Why pride?  I mean, if you think about it, we're right.  We deserve good things. We deserve to be treated well by everyone and everyone MUST love us because we're daughters of the King.  Right?  Well, I don't think Yeshua said "When you get in a right relationship with Me, everyone will suddenly love you and you'll be best friends with everybody.  Don't worry, kid.  Loving your neighbor as yourself will be a cinch! You will have the perfect life with the perfect family."  I don't think so.  I think He said that people will hate us and try to kill us and we should love our enemy!  The Sermon on the Mount never included "Blessed are you who only love people who like you first" or "Blessed are you who are happy all the time".

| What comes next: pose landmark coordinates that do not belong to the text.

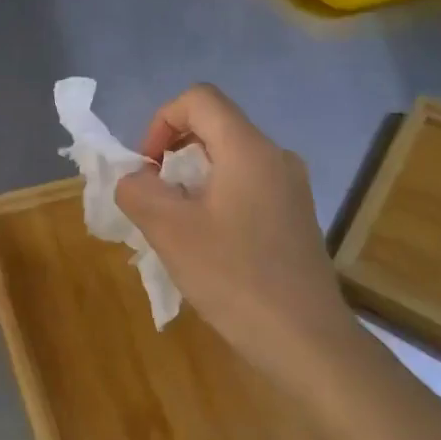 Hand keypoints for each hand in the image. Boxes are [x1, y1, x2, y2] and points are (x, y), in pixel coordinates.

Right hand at [114, 83, 360, 373]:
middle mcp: (275, 157)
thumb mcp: (169, 230)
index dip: (161, 121)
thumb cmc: (234, 277)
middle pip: (213, 127)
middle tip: (153, 198)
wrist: (305, 340)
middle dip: (172, 153)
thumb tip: (134, 179)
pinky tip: (206, 244)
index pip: (199, 99)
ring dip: (190, 180)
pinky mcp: (294, 216)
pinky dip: (214, 199)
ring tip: (174, 225)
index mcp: (248, 150)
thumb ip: (138, 191)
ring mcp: (290, 188)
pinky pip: (245, 187)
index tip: (147, 168)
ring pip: (228, 160) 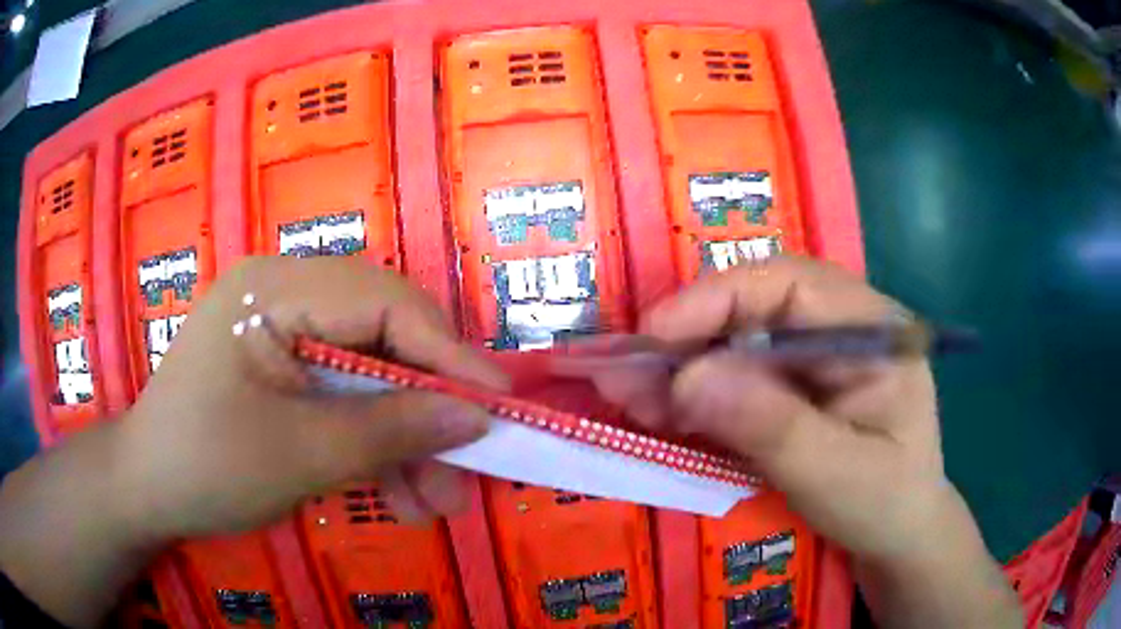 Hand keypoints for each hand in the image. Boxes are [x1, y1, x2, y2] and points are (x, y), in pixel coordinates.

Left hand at [118, 256, 507, 540]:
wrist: (148, 493)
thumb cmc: (206, 466)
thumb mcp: (300, 454)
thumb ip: (391, 431)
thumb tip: (476, 417)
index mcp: (274, 290)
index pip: (382, 303)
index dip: (446, 354)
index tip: (498, 405)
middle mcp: (284, 297)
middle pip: (382, 339)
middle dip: (427, 410)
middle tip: (468, 471)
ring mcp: (285, 335)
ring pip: (370, 377)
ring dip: (406, 441)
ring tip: (437, 505)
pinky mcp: (285, 372)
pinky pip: (345, 399)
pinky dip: (375, 447)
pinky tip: (400, 496)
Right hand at [596, 256, 1019, 626]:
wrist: (896, 538)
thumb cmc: (884, 504)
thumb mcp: (836, 474)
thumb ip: (770, 426)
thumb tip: (687, 378)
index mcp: (873, 329)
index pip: (792, 284)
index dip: (718, 298)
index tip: (657, 335)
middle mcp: (842, 328)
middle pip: (756, 306)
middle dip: (688, 338)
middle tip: (627, 374)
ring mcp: (816, 357)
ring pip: (737, 340)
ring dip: (682, 367)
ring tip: (629, 396)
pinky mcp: (794, 387)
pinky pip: (737, 376)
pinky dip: (695, 393)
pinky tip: (659, 411) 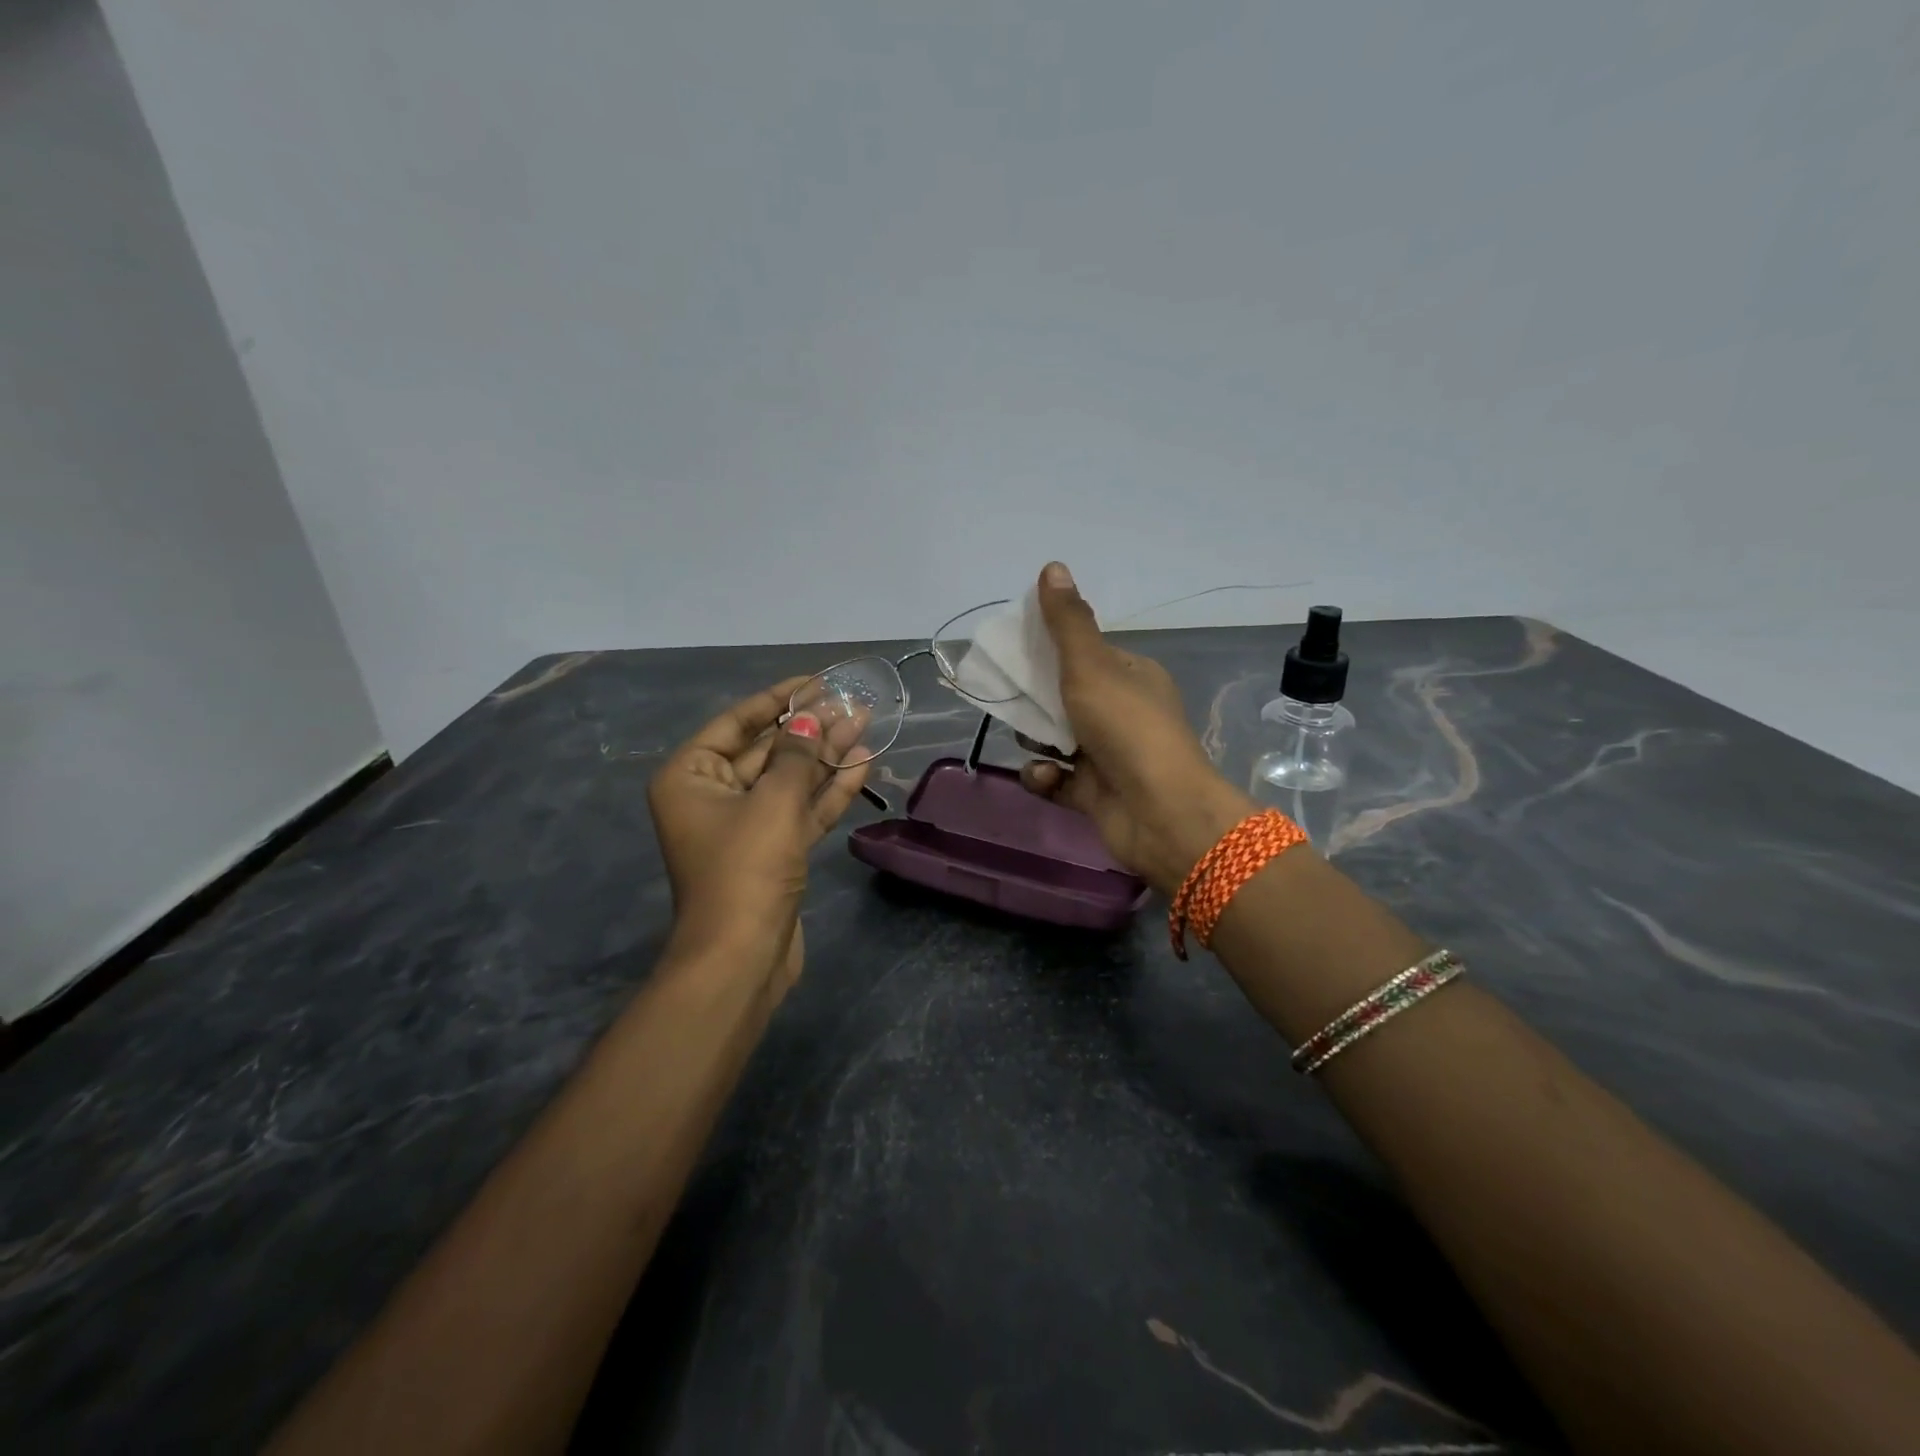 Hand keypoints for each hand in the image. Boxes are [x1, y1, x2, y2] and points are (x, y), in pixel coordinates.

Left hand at [647, 679, 870, 999]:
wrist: (742, 958)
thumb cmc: (746, 869)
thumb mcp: (773, 802)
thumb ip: (797, 755)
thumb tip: (813, 718)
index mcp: (691, 777)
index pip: (738, 723)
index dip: (779, 699)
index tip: (816, 681)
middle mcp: (714, 796)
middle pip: (768, 750)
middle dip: (811, 728)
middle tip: (852, 704)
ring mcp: (745, 827)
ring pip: (790, 780)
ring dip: (826, 756)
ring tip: (866, 726)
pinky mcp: (774, 852)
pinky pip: (802, 810)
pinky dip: (829, 790)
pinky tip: (862, 765)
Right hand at [1019, 563, 1253, 895]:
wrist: (1159, 813)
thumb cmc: (1127, 728)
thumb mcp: (1091, 666)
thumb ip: (1067, 623)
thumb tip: (1053, 566)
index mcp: (1131, 677)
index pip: (1085, 654)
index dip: (1050, 650)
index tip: (1016, 650)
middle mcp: (1123, 713)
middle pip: (1065, 696)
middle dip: (1035, 698)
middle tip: (1011, 697)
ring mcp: (1109, 755)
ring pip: (1056, 739)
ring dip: (1035, 739)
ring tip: (1028, 740)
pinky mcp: (1095, 793)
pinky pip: (1057, 779)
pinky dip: (1044, 776)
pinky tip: (1044, 776) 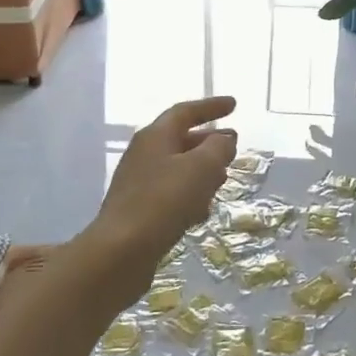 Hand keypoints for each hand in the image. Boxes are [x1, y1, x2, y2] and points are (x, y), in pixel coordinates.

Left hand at [92, 97, 237, 267]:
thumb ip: (218, 148)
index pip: (185, 112)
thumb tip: (224, 138)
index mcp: (155, 136)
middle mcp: (144, 154)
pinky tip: (202, 211)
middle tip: (232, 145)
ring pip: (177, 169)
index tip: (234, 105)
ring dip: (201, 170)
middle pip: (180, 140)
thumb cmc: (164, 201)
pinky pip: (170, 194)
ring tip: (223, 178)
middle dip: (208, 141)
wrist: (121, 251)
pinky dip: (189, 195)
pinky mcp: (139, 211)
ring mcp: (138, 183)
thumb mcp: (201, 168)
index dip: (211, 107) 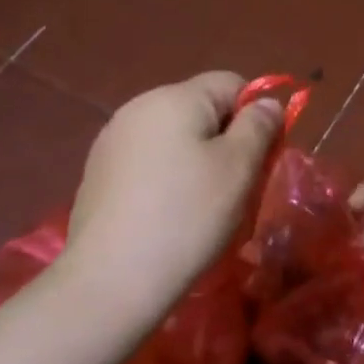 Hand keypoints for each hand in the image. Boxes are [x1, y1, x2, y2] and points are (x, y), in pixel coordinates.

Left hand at [65, 72, 285, 313]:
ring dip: (195, 160)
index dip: (255, 114)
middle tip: (236, 187)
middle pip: (200, 109)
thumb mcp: (239, 168)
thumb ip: (259, 126)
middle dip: (225, 139)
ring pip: (174, 137)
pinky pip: (147, 161)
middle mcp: (139, 106)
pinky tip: (166, 215)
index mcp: (175, 97)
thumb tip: (266, 102)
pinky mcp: (98, 173)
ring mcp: (112, 140)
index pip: (231, 83)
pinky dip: (165, 178)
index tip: (260, 157)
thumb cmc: (187, 216)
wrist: (111, 280)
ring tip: (201, 206)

Rule #1 about people: Not everyone sees in you what God sees in you.  In fact, MOST people don't.  If some do, they usually look at the outward gift or calling, and not necessarily who you are as a person.  And foolin' everyone with a fake smile don't cut it either.  Trust me, I've tried.  ;)

So, what do we do about this?  What do we do about people who yell at us or gossip about us?  What do we do about people who deny us and betray us?  We love them first.

I think about my best friend.  This is one of the many adventures you will probably hear about Dolly & Boris. Now, I tell this and laugh about it and tease, but at the time it was difficult for me (for him too, cause he had to deal with me, lol).  I've actually come out of this situation with a greater ability to love others and it's mainly due to Boris (even though he didn't know this until I told him today). :)

When I got back from the mountain-top experience, where everyone loved everyone (basically) and people were always nice and encouraging to me, I had grown so much in confidence about who I am to Yeshua.  It was like I was lying on this pillow of love, and then came back and fell on a bunch of rocks.  Not everyone was nice to me.  Some people said my experiences weren't real, or I was a bad example, or...I don't know, some weird stuff too.  Anyway, Boris and I had different experiences when we were apart.  He had Uruguay and I had IHOP.  We came back and it was like oil and vinegar for a while.  Basically...sucks.  lol.  He would say rude things and I would react in pride.  "I don't deserve that.  I'm a daughter of the King.  I'm your friend.  You don't get to talk to me like that."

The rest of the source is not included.